## What you should do
Pull out each line of the records holding the string "edges".

------------------------------------

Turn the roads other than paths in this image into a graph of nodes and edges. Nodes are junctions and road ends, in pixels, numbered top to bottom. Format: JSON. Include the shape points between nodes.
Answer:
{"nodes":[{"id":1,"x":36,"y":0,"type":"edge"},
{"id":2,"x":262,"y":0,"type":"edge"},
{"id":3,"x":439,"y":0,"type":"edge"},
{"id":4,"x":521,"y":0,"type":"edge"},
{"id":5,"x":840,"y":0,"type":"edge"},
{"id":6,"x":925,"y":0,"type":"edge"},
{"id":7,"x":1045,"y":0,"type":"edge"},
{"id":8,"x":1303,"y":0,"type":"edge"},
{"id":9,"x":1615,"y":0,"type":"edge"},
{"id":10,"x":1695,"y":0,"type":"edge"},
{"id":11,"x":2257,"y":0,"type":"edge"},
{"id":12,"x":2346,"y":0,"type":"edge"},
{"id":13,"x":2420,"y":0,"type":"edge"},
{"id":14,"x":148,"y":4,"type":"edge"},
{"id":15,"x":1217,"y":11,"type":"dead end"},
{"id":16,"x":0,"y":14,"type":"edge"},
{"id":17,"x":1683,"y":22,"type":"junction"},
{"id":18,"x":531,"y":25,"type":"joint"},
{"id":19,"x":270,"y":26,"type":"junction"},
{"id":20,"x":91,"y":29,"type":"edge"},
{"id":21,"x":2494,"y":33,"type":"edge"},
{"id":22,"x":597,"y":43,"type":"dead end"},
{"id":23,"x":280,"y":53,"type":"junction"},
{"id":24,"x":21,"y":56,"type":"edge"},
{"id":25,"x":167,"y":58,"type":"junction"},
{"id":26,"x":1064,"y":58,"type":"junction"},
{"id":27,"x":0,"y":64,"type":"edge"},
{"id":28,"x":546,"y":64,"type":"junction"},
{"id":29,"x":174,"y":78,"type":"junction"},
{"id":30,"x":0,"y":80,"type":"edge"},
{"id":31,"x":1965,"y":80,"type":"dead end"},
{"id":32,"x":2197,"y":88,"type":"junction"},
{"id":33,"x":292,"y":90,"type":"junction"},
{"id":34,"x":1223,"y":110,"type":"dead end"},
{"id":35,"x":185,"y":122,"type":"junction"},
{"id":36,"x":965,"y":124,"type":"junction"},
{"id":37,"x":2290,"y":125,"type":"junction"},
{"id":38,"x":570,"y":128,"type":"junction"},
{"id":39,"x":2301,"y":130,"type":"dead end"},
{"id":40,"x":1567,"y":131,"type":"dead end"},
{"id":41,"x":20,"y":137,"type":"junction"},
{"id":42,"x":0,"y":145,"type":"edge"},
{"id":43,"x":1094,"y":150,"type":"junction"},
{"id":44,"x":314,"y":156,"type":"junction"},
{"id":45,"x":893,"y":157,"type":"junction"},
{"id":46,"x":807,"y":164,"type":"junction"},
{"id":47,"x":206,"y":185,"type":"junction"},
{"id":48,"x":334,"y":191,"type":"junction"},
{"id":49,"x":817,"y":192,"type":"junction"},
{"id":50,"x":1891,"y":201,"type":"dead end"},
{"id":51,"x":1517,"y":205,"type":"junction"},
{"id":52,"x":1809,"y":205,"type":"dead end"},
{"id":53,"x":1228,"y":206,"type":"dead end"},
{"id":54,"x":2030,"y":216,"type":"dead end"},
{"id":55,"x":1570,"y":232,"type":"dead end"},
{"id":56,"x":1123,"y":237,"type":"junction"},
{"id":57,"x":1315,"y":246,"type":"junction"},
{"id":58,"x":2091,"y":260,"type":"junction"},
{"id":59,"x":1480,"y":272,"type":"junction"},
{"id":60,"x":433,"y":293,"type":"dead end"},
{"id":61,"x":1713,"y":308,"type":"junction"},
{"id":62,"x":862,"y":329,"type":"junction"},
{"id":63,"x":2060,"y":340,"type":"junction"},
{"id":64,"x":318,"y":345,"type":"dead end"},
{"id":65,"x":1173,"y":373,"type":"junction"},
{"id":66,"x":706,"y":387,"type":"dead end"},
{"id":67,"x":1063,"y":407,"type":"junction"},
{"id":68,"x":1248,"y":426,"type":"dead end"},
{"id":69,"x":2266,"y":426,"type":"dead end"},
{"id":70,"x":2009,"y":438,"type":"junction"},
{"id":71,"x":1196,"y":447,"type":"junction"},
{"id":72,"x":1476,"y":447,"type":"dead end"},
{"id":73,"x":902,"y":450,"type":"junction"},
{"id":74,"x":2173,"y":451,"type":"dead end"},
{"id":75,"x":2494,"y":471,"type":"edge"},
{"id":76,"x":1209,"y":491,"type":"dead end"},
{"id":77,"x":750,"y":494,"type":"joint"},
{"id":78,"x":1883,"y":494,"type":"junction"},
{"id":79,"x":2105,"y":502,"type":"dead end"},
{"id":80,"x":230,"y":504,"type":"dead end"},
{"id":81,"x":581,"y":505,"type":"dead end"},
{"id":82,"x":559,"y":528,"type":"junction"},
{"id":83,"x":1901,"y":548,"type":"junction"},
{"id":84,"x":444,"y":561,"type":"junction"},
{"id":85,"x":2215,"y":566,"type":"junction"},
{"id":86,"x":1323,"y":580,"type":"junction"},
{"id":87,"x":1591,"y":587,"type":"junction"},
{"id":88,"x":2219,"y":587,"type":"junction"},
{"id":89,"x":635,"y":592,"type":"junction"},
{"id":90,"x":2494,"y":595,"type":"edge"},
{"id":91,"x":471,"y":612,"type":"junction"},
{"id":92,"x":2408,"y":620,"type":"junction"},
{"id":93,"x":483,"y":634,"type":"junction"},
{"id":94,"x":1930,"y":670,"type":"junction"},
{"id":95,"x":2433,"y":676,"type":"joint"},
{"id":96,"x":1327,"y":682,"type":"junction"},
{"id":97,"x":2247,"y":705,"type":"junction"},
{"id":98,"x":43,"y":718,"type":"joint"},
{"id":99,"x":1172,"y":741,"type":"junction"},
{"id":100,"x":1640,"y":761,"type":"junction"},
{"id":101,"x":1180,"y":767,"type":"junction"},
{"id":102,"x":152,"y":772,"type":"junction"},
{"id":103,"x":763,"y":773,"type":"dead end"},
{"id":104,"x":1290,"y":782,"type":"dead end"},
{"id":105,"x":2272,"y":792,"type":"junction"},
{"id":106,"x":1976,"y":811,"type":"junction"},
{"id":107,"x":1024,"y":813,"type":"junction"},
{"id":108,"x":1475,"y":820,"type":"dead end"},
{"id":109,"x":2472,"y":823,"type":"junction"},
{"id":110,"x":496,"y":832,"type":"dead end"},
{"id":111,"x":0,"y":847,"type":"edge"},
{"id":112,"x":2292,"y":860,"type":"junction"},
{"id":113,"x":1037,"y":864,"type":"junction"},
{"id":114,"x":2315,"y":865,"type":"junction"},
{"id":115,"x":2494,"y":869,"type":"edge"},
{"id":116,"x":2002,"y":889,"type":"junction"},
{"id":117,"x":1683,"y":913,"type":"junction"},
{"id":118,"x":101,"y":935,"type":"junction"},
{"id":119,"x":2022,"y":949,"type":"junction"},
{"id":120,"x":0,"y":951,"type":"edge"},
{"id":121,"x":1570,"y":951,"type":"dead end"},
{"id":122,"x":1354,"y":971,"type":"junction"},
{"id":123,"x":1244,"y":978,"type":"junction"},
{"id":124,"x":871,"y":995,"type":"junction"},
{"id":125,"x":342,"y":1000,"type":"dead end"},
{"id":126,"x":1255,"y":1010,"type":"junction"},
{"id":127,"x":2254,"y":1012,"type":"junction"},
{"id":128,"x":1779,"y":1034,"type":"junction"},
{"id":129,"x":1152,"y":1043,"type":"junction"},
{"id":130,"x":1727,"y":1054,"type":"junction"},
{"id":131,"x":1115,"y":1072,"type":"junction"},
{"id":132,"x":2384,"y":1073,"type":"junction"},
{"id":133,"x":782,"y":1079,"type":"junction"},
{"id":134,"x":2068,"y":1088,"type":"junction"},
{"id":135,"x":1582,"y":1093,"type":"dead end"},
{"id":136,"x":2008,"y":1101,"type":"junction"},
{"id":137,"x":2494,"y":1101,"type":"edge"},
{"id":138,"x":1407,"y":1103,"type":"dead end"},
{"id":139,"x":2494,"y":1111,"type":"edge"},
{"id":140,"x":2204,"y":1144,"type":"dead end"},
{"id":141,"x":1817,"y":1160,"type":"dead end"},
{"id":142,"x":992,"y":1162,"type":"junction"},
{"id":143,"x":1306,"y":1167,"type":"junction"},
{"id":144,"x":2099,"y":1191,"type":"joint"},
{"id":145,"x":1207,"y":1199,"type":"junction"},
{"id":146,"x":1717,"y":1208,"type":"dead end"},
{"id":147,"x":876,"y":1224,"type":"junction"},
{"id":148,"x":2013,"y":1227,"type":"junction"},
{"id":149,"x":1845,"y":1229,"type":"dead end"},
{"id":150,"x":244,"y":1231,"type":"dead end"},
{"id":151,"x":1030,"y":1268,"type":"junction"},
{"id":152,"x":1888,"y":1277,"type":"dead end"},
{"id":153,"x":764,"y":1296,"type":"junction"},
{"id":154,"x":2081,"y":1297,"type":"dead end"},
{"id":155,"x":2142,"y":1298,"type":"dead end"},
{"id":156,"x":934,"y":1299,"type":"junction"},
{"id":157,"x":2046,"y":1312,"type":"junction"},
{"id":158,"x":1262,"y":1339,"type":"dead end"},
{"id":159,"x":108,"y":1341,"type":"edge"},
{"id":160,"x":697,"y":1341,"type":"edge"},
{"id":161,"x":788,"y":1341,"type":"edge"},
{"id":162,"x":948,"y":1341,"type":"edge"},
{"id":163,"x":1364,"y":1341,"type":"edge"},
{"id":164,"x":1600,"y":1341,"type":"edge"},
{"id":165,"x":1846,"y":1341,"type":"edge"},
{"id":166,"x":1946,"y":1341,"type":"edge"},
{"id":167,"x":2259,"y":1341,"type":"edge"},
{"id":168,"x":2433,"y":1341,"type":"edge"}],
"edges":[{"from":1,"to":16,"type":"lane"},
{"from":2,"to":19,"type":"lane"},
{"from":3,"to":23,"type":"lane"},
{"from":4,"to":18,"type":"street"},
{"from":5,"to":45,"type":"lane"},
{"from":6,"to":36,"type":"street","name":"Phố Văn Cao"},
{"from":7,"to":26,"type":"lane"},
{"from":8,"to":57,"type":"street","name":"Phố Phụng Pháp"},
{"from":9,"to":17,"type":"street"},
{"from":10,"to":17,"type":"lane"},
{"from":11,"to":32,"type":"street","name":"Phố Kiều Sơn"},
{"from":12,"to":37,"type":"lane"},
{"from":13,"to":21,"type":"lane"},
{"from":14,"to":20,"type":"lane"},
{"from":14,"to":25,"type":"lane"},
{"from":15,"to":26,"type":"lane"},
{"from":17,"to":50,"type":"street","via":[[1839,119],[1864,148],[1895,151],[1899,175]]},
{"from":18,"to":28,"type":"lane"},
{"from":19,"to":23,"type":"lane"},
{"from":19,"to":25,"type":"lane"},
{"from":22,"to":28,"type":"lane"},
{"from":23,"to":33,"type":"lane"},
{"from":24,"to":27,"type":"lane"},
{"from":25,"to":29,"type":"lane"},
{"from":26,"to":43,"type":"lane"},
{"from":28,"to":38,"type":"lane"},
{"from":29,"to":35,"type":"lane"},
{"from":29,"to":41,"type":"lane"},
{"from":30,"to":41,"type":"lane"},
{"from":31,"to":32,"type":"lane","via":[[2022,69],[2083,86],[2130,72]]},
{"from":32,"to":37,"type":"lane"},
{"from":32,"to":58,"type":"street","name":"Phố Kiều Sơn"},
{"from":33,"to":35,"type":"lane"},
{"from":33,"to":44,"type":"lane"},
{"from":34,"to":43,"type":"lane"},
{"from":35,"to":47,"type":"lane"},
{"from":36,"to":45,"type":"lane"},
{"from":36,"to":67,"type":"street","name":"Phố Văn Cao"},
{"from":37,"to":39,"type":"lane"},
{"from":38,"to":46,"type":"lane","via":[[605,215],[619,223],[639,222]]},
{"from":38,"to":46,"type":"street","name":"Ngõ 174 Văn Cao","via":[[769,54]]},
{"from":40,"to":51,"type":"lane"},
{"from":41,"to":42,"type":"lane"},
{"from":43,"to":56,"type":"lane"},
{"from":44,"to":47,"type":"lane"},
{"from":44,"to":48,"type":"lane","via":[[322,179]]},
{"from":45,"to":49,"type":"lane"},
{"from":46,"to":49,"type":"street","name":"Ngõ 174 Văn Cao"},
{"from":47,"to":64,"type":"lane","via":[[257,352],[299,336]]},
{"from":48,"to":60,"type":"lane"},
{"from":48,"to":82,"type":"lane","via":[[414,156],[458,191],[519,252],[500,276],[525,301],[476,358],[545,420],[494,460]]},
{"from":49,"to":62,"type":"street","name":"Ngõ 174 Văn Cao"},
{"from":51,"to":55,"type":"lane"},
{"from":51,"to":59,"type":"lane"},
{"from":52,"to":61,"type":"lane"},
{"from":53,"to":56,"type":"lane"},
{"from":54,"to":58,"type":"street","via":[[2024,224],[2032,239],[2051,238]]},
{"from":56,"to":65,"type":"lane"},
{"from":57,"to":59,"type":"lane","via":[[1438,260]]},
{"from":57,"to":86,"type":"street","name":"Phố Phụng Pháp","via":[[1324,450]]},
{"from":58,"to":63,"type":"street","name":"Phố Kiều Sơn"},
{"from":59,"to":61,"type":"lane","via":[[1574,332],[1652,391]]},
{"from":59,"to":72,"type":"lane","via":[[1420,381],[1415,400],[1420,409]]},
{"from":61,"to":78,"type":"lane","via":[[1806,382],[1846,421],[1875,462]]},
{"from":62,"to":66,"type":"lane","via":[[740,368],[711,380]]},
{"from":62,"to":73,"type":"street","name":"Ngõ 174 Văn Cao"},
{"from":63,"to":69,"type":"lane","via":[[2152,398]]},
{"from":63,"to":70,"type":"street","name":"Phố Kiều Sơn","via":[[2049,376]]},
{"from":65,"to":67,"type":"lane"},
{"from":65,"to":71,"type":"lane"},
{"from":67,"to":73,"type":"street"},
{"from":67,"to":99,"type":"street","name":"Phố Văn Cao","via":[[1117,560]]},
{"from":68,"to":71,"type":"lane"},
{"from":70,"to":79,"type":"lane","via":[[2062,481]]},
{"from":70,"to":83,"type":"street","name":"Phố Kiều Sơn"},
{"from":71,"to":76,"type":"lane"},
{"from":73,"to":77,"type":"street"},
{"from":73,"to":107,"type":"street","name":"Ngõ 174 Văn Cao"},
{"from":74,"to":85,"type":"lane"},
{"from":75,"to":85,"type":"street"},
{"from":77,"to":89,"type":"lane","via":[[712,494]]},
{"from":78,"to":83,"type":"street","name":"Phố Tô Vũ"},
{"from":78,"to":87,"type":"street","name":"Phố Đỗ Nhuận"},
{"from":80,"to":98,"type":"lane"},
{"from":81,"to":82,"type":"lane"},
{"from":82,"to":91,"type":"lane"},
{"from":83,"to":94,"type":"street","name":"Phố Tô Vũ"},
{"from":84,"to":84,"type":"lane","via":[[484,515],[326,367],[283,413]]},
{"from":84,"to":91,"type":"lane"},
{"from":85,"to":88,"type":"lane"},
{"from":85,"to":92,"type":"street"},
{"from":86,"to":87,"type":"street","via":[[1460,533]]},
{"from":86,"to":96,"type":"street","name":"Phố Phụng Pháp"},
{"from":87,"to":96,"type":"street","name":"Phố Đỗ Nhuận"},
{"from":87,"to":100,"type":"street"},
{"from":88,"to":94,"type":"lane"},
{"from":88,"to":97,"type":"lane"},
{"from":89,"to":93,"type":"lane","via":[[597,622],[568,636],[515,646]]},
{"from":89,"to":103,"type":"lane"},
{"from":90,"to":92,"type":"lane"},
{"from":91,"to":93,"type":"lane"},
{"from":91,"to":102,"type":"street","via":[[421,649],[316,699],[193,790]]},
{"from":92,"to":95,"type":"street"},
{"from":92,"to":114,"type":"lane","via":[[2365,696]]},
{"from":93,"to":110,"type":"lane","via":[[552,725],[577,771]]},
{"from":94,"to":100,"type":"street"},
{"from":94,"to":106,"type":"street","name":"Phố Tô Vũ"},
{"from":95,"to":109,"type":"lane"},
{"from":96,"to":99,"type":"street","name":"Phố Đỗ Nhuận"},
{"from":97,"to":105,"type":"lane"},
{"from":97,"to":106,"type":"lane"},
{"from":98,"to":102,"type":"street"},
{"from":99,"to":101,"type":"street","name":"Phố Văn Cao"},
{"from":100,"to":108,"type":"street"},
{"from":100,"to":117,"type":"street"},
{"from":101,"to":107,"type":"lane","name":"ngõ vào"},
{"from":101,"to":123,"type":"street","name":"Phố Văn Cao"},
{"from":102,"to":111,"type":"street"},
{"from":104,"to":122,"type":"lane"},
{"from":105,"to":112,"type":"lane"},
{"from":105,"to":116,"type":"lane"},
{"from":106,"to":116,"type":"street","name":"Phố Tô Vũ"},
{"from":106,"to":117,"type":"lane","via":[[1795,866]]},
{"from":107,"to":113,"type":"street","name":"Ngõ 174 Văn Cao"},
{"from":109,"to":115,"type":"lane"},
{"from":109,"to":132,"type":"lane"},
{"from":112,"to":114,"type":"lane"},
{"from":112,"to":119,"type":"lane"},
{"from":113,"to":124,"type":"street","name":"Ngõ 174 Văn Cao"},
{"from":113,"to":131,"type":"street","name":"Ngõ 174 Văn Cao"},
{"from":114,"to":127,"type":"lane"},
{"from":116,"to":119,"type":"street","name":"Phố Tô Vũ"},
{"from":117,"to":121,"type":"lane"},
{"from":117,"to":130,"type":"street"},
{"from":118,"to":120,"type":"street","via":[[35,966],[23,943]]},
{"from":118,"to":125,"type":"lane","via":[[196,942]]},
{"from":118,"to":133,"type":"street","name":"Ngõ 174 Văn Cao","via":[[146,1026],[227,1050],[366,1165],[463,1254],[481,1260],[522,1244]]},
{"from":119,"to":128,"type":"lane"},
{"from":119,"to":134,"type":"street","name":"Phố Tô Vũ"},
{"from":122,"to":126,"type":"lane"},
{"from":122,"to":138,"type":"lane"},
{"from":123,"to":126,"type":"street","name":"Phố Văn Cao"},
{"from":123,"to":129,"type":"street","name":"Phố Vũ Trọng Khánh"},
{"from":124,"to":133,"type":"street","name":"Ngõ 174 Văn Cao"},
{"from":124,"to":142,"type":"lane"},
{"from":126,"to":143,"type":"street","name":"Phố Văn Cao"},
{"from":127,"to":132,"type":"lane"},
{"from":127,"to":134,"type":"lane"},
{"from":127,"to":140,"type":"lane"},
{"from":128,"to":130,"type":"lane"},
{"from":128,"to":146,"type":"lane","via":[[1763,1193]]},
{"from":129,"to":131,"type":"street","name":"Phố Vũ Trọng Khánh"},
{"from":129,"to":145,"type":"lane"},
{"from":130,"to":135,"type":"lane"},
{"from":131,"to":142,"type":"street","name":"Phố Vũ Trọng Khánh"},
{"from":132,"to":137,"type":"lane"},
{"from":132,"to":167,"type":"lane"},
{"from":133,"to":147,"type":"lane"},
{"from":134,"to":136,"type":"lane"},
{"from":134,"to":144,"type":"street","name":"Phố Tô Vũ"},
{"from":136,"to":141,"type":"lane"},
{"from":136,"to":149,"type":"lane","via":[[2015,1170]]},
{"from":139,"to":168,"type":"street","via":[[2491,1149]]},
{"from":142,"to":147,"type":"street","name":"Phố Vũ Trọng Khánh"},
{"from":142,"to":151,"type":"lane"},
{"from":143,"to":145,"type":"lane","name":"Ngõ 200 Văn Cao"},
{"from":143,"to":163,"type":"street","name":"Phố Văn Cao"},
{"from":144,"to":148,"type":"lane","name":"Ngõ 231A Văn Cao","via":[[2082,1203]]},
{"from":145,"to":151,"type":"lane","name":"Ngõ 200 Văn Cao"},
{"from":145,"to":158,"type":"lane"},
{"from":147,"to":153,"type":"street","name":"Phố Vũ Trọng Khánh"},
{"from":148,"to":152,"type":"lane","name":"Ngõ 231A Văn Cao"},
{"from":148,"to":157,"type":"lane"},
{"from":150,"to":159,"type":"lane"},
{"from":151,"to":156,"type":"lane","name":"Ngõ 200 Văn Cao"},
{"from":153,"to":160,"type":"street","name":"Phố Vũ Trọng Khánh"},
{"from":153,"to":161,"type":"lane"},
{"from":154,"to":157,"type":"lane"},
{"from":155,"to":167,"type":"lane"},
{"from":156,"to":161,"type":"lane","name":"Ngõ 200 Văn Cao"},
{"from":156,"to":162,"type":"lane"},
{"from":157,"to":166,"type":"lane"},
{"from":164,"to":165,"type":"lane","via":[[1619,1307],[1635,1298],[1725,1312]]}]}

------------------------------------

## Written answer
Turn the roads other than paths in this image into a graph of nodes and edges. Nodes are junctions and road ends, in pixels, numbered top to bottom. Format: JSON. Include the shape points between nodes.
"edges":[{"from":1,"to":16,"type":"lane"},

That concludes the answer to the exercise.